Supplied records →
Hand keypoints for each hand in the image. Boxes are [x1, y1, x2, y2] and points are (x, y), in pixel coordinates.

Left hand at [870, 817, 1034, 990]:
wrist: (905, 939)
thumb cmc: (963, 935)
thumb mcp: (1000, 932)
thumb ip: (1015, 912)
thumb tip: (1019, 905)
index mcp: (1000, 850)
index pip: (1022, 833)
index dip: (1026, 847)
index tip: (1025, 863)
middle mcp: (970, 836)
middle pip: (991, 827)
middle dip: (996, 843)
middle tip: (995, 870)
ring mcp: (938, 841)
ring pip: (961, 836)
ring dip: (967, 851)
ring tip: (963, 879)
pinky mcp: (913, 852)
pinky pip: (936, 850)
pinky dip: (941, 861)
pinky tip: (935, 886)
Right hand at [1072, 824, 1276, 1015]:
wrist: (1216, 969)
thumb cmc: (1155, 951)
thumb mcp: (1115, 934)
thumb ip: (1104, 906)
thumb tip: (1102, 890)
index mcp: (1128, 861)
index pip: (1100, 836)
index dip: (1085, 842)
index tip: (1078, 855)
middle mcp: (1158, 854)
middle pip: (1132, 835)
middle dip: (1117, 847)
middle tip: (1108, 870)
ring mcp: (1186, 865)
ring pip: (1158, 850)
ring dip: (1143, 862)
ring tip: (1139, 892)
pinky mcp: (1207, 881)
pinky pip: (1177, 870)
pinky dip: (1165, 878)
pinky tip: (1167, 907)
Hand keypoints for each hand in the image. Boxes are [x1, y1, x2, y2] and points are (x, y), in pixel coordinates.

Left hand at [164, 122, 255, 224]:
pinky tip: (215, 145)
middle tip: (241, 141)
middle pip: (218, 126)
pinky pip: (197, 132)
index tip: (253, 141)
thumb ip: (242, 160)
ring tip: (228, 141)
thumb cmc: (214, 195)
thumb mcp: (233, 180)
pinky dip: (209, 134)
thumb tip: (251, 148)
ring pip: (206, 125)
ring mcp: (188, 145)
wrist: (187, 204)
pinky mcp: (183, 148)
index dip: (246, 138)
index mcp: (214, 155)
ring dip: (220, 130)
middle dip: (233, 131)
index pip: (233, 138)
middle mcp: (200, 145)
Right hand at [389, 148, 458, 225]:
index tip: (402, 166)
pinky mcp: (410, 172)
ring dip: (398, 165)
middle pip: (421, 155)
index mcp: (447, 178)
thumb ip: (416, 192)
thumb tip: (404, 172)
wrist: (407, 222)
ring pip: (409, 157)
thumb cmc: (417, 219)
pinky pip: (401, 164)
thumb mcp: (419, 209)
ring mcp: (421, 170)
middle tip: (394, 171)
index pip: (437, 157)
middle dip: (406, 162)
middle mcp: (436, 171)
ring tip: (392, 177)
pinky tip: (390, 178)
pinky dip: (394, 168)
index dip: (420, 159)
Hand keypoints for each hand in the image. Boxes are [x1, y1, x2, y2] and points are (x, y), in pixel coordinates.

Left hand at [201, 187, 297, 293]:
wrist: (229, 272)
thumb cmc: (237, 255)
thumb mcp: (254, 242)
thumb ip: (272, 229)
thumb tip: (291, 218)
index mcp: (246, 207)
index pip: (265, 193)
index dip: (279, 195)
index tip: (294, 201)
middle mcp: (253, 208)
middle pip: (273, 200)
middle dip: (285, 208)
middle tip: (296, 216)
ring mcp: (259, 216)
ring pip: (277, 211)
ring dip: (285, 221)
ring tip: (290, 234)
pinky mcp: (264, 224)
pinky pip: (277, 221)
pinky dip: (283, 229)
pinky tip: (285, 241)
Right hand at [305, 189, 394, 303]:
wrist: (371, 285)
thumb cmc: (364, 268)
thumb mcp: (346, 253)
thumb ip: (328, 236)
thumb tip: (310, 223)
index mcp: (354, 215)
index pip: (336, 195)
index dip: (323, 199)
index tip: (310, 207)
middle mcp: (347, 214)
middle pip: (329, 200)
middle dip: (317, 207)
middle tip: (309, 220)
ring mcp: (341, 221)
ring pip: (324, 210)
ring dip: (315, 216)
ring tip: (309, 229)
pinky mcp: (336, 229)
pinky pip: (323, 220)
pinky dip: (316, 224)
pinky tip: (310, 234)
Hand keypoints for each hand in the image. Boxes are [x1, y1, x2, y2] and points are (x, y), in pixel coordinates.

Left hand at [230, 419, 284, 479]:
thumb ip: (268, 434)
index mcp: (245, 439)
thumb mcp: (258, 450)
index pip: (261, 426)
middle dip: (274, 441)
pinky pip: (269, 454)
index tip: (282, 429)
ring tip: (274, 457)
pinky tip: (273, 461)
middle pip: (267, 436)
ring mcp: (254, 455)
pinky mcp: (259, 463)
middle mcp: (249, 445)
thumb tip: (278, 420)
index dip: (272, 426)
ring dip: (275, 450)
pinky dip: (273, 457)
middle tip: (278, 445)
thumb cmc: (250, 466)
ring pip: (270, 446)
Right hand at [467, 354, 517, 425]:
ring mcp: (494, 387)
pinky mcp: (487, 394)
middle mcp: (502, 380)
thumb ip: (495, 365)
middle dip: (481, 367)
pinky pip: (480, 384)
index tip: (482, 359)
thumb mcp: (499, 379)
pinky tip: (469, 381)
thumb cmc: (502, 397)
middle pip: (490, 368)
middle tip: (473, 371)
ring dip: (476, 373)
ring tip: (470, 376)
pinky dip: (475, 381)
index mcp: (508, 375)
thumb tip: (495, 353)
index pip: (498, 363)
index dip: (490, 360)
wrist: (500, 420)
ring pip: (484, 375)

Aim of the exercise →
Please provide the number of lines in the listing above that contain the word "hand", and nothing further.

Solution to the problem →
12